§ Task requirements
Go through the data and copy each line where the string "bridge" appears.

Stored data:
######

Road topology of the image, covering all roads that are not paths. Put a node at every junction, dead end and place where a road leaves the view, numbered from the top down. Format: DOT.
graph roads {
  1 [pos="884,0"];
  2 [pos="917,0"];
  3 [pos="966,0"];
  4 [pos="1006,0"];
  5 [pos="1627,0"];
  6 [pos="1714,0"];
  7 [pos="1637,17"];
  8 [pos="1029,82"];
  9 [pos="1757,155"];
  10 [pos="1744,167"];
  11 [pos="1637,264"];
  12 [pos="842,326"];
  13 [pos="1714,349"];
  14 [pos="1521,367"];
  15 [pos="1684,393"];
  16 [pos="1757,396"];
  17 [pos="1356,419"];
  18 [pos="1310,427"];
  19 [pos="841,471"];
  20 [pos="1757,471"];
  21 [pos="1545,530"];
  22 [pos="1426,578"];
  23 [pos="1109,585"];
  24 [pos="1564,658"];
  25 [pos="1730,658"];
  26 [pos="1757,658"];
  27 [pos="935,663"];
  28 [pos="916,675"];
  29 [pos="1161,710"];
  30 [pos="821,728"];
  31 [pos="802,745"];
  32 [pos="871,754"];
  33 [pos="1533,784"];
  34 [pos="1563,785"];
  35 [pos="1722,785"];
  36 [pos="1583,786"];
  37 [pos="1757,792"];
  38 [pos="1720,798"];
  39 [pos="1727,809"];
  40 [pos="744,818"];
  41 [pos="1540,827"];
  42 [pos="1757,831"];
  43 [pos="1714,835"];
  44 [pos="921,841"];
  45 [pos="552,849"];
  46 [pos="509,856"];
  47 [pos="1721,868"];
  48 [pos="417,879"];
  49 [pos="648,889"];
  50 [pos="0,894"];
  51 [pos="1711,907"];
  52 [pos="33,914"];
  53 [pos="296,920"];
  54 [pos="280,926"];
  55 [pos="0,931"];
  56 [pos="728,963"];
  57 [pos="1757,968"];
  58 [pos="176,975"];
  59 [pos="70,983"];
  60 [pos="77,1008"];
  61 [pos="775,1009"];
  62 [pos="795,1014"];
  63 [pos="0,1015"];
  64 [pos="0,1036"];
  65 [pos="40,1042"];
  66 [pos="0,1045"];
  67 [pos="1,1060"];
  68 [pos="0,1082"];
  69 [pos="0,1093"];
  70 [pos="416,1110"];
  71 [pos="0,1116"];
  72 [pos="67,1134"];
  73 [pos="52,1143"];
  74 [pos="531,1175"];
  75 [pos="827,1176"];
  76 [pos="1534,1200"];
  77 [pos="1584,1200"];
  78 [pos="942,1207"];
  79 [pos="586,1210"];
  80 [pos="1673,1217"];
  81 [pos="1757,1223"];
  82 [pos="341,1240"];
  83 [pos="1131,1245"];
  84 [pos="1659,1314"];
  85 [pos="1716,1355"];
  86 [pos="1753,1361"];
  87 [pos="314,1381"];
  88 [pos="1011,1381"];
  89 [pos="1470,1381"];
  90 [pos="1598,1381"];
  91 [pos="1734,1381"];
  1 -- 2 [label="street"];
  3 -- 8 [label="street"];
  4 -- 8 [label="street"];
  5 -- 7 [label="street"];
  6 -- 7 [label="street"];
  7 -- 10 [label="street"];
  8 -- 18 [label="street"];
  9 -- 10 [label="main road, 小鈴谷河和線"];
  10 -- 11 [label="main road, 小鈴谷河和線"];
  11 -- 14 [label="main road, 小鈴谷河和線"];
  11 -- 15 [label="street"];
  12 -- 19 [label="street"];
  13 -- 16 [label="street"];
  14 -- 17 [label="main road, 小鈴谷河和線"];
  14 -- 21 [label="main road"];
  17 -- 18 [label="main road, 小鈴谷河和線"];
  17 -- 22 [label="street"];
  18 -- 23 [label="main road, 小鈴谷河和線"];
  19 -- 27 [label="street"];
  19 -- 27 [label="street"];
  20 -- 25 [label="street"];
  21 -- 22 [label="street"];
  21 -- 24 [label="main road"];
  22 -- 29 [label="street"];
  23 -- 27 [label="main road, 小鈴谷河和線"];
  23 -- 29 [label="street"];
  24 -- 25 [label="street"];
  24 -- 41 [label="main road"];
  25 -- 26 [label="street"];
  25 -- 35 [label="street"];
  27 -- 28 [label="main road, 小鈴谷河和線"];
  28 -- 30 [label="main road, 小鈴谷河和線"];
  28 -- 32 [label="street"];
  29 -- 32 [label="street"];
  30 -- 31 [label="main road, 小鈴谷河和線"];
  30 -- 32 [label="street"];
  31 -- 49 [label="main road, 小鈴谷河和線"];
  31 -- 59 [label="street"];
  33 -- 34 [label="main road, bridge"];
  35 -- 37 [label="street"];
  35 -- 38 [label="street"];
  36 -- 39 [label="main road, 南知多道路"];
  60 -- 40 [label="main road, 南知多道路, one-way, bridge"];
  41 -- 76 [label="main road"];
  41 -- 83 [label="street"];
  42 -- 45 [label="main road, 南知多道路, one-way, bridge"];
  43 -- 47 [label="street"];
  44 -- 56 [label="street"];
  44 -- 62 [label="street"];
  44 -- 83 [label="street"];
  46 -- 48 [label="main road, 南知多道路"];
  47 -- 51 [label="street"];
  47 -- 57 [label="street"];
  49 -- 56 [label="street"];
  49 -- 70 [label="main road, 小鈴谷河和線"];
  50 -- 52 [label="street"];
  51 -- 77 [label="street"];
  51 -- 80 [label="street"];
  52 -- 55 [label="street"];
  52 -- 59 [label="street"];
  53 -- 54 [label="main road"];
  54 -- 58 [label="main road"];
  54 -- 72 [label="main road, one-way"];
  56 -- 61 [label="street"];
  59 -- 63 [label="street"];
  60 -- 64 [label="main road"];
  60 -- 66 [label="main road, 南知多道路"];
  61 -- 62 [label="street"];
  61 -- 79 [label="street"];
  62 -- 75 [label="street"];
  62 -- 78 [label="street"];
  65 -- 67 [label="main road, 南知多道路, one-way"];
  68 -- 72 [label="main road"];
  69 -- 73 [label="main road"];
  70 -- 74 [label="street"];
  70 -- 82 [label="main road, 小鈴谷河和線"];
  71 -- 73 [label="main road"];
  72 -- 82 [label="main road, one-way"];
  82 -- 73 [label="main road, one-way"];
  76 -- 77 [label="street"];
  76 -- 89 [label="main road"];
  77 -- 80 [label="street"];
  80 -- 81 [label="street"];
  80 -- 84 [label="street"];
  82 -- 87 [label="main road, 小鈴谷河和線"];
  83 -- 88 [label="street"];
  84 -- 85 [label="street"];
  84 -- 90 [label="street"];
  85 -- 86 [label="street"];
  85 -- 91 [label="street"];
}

######

§ Solution for this exercise
  33 -- 34 [label="main road, bridge"];
  60 -- 40 [label="main road, 南知多道路, one-way, bridge"];
  42 -- 45 [label="main road, 南知多道路, one-way, bridge"];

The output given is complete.